---------- Data extracts ----------

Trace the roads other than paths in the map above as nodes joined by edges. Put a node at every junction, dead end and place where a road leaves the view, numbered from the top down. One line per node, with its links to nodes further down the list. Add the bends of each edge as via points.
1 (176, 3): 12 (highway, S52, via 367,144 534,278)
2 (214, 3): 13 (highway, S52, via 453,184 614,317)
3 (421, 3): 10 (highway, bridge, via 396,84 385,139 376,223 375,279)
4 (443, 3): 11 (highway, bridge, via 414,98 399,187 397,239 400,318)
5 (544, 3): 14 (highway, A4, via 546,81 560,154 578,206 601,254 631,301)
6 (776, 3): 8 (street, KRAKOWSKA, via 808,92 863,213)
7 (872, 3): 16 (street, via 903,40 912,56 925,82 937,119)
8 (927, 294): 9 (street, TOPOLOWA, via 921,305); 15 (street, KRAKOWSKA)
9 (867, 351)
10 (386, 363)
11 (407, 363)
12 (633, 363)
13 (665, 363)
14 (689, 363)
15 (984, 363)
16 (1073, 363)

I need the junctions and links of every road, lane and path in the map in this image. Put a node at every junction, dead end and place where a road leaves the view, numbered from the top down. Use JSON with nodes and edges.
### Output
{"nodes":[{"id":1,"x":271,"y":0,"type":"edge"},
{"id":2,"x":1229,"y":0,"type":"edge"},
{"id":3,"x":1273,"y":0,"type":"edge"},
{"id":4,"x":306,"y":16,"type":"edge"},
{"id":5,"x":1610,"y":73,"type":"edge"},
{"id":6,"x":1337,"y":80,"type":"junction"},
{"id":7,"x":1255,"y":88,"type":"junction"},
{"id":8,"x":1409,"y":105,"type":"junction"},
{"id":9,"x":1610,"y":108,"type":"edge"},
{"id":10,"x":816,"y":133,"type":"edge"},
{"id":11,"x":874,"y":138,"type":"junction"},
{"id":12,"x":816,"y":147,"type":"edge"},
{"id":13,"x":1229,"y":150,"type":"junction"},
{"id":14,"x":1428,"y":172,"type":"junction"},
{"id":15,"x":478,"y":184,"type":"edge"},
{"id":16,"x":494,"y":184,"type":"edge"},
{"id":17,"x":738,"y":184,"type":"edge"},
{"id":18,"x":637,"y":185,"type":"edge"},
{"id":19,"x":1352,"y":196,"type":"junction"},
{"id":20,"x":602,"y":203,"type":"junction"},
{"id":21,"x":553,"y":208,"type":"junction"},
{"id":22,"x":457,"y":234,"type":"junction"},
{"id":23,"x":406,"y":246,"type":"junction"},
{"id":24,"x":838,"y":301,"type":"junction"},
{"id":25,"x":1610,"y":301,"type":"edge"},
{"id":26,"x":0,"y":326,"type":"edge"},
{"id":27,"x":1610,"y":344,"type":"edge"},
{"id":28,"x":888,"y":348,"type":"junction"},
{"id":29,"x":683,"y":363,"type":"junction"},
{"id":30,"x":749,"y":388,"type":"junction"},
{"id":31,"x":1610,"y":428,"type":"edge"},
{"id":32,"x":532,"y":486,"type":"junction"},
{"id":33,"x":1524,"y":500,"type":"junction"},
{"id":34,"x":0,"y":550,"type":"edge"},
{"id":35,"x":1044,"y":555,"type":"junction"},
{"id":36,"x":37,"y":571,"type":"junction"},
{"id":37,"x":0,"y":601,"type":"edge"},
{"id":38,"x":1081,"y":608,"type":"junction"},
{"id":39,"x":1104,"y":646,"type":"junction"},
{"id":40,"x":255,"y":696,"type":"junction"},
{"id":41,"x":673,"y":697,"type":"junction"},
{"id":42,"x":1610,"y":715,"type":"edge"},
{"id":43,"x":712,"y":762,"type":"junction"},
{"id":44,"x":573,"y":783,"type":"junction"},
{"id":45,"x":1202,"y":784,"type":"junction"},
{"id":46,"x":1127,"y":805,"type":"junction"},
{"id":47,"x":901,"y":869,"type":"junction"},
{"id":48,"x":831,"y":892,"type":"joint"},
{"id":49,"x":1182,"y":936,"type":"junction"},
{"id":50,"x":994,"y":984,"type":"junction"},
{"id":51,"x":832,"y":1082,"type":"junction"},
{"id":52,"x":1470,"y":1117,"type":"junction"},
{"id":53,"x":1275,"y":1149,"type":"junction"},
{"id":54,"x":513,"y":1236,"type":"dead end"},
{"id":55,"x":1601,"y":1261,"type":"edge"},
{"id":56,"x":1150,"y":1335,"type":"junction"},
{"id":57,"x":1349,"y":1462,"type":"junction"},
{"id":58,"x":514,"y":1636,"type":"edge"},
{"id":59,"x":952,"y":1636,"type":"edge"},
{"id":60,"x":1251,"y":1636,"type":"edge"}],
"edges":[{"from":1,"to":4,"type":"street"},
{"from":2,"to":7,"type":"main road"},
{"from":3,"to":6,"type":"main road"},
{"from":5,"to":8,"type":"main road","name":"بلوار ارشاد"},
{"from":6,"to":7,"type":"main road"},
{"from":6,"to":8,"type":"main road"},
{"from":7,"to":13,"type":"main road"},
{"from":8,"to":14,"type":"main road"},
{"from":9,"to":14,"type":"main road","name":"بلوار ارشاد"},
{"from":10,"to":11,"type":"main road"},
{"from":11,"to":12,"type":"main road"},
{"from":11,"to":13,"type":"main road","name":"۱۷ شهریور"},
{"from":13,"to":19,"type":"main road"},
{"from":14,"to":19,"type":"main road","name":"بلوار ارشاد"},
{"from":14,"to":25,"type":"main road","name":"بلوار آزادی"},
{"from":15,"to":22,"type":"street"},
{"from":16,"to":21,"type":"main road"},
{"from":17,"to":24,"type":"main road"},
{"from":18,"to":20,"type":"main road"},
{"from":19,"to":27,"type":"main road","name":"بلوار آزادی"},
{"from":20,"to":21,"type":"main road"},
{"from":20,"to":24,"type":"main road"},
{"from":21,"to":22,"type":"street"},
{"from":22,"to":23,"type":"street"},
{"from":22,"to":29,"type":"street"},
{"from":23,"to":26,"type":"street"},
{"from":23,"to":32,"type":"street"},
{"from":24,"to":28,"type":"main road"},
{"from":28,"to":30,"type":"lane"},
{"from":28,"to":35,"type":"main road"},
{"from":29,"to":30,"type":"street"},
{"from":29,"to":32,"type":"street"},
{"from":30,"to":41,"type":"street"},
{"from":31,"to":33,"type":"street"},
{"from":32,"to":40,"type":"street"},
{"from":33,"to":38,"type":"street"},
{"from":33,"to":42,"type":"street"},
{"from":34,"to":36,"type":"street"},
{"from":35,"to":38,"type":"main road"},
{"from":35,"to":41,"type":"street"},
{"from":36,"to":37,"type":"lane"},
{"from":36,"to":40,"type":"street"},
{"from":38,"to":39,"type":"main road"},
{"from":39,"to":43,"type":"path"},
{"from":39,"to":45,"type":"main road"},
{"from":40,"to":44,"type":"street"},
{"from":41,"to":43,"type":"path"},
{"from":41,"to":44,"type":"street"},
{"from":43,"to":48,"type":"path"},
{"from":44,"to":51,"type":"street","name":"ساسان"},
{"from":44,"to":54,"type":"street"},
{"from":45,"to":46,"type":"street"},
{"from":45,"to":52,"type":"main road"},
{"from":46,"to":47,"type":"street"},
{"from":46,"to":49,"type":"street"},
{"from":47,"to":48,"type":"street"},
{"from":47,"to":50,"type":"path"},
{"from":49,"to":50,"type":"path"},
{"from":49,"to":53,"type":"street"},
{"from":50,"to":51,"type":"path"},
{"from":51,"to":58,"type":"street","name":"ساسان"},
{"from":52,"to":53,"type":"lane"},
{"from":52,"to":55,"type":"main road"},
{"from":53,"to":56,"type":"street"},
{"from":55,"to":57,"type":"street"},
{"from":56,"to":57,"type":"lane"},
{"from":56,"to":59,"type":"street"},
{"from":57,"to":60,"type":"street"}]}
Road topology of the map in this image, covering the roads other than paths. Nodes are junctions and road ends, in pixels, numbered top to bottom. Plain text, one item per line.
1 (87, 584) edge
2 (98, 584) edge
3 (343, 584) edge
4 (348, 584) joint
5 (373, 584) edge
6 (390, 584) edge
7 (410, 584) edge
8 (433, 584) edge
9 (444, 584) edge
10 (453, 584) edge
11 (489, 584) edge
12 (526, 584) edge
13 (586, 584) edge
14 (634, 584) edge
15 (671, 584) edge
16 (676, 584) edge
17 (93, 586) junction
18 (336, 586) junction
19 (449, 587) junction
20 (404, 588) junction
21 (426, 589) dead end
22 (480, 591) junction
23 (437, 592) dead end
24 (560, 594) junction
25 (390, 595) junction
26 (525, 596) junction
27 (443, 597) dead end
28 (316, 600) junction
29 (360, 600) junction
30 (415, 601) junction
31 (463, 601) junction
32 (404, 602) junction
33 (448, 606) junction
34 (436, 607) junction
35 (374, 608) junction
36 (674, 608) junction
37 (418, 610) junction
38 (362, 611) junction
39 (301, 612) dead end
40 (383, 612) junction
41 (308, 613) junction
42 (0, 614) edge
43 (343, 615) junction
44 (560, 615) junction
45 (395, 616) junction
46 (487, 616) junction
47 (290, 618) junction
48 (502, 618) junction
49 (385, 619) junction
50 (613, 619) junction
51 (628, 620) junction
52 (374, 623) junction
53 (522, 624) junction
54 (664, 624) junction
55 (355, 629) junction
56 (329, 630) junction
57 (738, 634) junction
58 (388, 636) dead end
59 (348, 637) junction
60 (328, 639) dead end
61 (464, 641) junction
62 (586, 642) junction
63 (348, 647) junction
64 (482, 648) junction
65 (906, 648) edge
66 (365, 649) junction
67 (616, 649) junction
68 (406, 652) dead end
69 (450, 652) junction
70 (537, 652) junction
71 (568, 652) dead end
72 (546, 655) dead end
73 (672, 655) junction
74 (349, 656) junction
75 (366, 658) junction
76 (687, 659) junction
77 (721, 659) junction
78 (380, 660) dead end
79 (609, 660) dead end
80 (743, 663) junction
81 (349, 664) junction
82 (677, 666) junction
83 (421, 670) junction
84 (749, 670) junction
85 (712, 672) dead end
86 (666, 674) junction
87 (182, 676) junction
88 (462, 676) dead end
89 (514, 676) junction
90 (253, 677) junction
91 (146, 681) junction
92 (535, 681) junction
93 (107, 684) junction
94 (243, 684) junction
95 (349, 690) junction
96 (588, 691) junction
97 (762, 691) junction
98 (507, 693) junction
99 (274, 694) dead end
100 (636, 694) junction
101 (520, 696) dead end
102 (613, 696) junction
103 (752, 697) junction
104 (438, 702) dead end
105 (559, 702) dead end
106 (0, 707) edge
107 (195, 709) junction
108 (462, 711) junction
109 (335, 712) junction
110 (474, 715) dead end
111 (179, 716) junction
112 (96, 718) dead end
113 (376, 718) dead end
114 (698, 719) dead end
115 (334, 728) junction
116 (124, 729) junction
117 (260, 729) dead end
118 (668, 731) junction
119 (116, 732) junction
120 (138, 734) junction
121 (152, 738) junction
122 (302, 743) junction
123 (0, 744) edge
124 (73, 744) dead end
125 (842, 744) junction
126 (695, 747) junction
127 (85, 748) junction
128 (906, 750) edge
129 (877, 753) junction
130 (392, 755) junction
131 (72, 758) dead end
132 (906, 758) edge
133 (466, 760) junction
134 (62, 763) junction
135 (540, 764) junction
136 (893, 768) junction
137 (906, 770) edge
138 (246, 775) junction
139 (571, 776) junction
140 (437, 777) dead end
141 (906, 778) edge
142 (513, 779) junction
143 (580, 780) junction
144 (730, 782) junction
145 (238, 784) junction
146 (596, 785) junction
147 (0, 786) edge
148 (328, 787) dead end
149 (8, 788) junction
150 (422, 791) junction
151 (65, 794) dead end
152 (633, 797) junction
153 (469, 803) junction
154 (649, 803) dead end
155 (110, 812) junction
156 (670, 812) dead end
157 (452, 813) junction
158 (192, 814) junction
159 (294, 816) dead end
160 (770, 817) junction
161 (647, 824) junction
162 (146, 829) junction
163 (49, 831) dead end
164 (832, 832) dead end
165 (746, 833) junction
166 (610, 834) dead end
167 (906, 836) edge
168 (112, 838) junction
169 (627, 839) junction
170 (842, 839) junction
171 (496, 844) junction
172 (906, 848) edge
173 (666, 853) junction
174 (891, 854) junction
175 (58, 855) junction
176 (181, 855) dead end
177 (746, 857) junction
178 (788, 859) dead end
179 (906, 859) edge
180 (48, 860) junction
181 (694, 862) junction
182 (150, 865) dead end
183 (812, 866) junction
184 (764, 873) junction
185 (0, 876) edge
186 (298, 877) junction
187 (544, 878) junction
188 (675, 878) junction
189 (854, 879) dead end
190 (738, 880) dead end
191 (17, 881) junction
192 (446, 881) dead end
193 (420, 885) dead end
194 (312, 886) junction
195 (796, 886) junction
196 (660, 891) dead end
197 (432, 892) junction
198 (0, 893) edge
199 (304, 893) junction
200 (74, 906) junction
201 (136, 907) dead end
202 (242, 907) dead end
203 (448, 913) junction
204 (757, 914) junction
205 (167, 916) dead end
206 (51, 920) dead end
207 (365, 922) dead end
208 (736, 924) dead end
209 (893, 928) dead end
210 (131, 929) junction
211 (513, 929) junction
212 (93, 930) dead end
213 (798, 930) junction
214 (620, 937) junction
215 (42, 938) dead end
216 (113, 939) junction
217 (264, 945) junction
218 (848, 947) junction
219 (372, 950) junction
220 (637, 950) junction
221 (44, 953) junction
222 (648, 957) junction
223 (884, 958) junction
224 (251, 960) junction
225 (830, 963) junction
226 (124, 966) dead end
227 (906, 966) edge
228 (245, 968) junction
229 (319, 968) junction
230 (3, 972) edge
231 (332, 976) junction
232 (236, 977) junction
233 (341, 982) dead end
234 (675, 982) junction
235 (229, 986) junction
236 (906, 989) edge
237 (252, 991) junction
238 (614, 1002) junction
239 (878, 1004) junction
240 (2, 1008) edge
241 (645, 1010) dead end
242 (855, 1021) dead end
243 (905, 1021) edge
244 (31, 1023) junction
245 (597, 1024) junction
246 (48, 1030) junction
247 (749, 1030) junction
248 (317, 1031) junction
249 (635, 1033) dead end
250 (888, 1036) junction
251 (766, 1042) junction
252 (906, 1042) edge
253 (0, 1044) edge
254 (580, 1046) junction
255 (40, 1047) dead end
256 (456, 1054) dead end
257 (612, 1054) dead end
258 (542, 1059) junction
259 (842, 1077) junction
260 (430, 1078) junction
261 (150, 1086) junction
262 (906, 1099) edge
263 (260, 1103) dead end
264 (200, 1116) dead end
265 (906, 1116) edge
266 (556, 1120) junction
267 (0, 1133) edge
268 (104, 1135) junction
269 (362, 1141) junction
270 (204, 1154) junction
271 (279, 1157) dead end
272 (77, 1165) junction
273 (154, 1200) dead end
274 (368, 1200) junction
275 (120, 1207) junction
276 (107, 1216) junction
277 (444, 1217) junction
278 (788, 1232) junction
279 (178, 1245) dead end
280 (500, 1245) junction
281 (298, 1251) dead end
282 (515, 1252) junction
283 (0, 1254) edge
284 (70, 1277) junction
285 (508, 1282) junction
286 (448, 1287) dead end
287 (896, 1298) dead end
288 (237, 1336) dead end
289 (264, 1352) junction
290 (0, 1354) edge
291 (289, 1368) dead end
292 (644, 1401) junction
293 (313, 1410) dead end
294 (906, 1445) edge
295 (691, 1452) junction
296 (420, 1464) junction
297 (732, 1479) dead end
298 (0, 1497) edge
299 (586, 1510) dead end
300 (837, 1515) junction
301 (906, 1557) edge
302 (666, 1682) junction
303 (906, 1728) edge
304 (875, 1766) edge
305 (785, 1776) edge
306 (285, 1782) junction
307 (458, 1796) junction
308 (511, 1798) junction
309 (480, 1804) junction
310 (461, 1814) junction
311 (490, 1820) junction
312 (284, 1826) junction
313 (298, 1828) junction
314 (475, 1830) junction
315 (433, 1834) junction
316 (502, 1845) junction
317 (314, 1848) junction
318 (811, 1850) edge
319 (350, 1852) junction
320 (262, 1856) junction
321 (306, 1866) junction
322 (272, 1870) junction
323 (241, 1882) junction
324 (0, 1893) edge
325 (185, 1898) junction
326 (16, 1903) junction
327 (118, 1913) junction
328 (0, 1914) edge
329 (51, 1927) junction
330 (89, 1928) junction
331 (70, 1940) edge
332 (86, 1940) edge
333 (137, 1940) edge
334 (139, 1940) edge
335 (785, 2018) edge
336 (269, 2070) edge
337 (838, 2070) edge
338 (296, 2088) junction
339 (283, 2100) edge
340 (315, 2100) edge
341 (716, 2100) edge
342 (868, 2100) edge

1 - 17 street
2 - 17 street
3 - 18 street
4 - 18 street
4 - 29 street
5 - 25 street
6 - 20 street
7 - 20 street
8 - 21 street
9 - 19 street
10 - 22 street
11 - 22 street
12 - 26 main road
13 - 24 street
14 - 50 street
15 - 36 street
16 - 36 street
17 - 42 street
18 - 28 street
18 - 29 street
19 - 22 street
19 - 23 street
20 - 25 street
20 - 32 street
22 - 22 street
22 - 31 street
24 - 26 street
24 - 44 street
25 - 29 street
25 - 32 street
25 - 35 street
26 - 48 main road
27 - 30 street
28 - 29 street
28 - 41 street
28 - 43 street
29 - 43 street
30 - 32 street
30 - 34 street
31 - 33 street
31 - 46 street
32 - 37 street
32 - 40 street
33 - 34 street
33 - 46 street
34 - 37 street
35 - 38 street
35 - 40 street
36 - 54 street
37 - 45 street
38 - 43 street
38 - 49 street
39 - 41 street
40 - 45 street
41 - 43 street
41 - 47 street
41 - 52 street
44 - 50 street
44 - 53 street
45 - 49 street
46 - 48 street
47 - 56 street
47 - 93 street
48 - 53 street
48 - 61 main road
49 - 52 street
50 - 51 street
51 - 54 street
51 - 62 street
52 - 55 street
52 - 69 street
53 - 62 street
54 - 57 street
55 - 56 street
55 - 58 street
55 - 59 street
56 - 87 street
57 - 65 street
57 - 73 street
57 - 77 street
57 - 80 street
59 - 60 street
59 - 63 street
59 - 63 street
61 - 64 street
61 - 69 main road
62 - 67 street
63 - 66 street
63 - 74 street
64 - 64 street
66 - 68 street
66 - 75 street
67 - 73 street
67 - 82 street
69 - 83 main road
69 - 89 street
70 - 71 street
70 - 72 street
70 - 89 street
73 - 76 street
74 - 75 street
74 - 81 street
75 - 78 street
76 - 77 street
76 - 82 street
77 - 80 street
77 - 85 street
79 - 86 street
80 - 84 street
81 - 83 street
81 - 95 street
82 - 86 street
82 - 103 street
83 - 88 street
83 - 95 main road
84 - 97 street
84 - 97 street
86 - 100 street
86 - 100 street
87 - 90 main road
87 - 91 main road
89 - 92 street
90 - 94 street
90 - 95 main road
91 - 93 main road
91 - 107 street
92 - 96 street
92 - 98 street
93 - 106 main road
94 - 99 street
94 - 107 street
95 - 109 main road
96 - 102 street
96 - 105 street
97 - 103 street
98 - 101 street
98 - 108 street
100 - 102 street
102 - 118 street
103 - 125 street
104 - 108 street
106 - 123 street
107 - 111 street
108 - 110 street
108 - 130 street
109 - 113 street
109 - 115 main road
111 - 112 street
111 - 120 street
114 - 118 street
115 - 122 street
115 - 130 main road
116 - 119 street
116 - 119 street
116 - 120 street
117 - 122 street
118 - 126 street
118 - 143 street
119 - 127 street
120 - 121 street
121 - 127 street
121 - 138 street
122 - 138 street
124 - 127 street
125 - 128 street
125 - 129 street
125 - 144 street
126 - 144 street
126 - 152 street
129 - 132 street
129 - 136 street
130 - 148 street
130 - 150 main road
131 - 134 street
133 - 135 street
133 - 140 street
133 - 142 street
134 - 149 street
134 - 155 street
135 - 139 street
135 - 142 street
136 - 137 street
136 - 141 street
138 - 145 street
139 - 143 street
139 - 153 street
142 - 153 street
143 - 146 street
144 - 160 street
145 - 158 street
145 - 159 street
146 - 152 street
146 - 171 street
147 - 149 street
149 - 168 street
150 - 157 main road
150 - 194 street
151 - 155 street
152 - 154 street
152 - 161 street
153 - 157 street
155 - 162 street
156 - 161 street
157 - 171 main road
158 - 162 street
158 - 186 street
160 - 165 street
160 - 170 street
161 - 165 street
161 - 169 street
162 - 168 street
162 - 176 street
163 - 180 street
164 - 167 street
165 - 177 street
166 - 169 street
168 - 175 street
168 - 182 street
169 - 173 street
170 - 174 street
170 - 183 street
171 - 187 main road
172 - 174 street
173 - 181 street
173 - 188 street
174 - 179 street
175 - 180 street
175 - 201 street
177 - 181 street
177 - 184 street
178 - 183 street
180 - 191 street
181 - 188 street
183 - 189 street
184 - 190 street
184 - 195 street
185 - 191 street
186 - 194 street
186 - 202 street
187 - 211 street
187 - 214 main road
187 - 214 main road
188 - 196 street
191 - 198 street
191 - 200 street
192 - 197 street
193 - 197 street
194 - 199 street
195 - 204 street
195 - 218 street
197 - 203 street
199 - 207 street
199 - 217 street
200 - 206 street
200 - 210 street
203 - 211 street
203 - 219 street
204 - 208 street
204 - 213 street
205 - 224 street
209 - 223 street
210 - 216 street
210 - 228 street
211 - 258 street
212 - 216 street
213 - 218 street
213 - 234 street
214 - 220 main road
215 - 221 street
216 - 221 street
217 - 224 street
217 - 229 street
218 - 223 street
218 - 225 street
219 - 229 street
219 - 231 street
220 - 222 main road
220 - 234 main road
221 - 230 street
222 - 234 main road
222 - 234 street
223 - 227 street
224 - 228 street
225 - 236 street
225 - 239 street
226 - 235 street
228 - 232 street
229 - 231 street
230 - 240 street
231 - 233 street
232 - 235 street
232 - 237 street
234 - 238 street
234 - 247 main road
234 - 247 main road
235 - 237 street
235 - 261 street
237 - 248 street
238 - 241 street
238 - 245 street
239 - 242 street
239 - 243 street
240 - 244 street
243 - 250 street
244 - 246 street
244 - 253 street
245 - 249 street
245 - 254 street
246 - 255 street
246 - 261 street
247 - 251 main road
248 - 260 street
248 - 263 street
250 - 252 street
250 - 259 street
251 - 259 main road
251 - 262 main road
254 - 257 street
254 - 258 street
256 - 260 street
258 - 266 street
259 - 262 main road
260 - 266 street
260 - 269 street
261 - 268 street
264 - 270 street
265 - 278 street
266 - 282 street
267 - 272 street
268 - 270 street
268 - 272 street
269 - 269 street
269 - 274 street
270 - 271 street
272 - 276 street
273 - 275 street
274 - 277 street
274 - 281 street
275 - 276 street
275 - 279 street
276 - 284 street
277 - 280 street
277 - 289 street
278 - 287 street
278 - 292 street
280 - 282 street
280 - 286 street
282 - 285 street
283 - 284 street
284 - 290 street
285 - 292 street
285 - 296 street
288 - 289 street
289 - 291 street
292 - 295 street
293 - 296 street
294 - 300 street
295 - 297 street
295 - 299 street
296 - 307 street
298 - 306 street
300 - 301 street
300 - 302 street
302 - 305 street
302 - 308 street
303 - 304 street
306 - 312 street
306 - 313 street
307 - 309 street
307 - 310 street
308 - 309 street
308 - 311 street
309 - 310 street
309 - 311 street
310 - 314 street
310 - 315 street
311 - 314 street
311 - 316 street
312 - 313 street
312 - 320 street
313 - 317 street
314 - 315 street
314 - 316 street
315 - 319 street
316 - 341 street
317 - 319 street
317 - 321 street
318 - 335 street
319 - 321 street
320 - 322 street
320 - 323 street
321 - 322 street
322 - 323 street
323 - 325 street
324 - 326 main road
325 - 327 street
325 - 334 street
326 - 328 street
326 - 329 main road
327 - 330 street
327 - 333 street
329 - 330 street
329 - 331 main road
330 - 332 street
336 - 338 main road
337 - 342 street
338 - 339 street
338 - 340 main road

----------

**Task prompt**
Write out word for word only the lines from the start of the entries down to the line with "I need the junctions", please, including both ends.

**Output below**
Trace the roads other than paths in the map above as nodes joined by edges. Put a node at every junction, dead end and place where a road leaves the view, numbered from the top down. One line per node, with its links to nodes further down the list. Add the bends of each edge as via points.
1 (176, 3): 12 (highway, S52, via 367,144 534,278)
2 (214, 3): 13 (highway, S52, via 453,184 614,317)
3 (421, 3): 10 (highway, bridge, via 396,84 385,139 376,223 375,279)
4 (443, 3): 11 (highway, bridge, via 414,98 399,187 397,239 400,318)
5 (544, 3): 14 (highway, A4, via 546,81 560,154 578,206 601,254 631,301)
6 (776, 3): 8 (street, KRAKOWSKA, via 808,92 863,213)
7 (872, 3): 16 (street, via 903,40 912,56 925,82 937,119)
8 (927, 294): 9 (street, TOPOLOWA, via 921,305); 15 (street, KRAKOWSKA)
9 (867, 351)
10 (386, 363)
11 (407, 363)
12 (633, 363)
13 (665, 363)
14 (689, 363)
15 (984, 363)
16 (1073, 363)

I need the junctions and links of every road, lane and path in the map in this image. Put a node at every junction, dead end and place where a road leaves the view, numbered from the top down. Use JSON with nodes and edges.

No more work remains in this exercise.